We use ESX with an EMC fibre SAN and only one HBA is serving I/O, then if the card fails the second card will take over. It is my understanding from this thread that when using ESX with EqualLogic storage both HBAs can be configured to spread the I/O between them, and that this I/O will arrive at the single active controller.

Would someone confirm or refute my statement just I know for myself. Thanks.

0 Kudos
BUGCHK
Commander
Commander

I am not familiar with your EMC box - maybe this is a low-end FC array like an HP MSA where each controller has only one host port and a strict A/P controller software.

On a midrange array, where a controller has multiple host ports, they go to different fabrics.
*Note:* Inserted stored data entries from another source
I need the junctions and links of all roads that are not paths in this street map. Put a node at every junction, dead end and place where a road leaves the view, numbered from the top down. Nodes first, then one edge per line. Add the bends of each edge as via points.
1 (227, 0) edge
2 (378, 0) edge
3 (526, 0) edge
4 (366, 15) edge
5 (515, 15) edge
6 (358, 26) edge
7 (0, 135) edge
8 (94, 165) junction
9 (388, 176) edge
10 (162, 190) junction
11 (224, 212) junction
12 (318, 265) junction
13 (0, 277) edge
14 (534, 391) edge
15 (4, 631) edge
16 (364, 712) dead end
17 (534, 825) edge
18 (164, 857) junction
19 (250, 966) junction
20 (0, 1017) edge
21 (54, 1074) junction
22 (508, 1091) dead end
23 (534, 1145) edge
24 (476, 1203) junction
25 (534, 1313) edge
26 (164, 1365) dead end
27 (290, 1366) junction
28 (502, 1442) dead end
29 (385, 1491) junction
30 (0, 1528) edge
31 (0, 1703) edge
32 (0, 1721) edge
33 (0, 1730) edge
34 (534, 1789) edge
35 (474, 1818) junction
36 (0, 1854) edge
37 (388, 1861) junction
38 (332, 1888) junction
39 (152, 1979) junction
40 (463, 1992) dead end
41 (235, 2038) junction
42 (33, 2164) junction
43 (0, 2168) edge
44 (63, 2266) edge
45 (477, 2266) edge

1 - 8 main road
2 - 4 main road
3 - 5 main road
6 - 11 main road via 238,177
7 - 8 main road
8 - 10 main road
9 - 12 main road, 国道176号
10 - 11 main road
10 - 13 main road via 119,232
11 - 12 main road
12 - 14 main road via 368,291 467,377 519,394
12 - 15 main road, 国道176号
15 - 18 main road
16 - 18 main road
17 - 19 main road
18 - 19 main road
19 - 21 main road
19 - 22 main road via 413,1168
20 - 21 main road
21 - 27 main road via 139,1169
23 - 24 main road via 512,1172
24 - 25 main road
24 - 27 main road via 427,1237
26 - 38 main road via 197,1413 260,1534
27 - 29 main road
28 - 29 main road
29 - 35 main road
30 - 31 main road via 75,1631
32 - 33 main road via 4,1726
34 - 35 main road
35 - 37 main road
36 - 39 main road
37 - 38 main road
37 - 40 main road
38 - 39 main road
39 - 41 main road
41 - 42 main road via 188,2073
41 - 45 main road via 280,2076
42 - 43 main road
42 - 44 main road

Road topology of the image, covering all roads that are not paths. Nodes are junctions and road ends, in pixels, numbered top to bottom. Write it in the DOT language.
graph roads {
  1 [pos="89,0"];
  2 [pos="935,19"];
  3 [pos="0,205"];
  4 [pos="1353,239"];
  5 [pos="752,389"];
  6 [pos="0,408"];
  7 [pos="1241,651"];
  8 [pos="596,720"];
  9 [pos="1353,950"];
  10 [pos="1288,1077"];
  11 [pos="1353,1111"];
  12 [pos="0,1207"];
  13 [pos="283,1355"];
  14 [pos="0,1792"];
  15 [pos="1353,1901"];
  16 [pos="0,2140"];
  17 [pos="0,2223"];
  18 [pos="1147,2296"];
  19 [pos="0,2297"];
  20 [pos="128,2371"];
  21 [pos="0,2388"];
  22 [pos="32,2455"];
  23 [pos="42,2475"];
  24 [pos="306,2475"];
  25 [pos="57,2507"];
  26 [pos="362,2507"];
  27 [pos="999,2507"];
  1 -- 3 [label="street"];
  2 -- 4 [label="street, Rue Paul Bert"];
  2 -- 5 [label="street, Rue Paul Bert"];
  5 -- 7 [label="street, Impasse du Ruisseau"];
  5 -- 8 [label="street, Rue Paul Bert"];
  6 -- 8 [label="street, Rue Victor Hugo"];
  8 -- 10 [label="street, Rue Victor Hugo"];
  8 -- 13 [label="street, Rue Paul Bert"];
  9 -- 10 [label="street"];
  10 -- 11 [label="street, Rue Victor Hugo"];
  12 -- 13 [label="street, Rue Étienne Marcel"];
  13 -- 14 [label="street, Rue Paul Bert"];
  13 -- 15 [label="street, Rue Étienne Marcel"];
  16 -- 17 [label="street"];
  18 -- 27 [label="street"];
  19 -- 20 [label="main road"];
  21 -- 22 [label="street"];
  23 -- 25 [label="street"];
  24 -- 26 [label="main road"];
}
In that case, you can access different disks over different Fibre Channel adapters.

iSCSI is a special case if you use the ESX software initiator, because it currently supports only one path. On the other hand, it is my understanding that you can access different disks through different iSCSI HBAs to the same EqualLogic PS controller which has 3 active ports.

Should this controller fail, the other one will take up its identity (IP addresses). This should be mostly transparent for ESX (maybe and I/O retry) and ESX does not initiate a failover like in the FC world, because there are no standby paths here.

0 Kudos
gogogo5
Hot Shot
Hot Shot

We dont't have a low end FC array - its and EMC CX700.

I cannot force I/O paths through vmhba2 - only vmhba1 is able to carry I/O for all LUNs.

0 Kudos
christianZ
Champion
Champion

It is correct - with EQL and 2 iscsi hbas you can use both hbas to access the luns.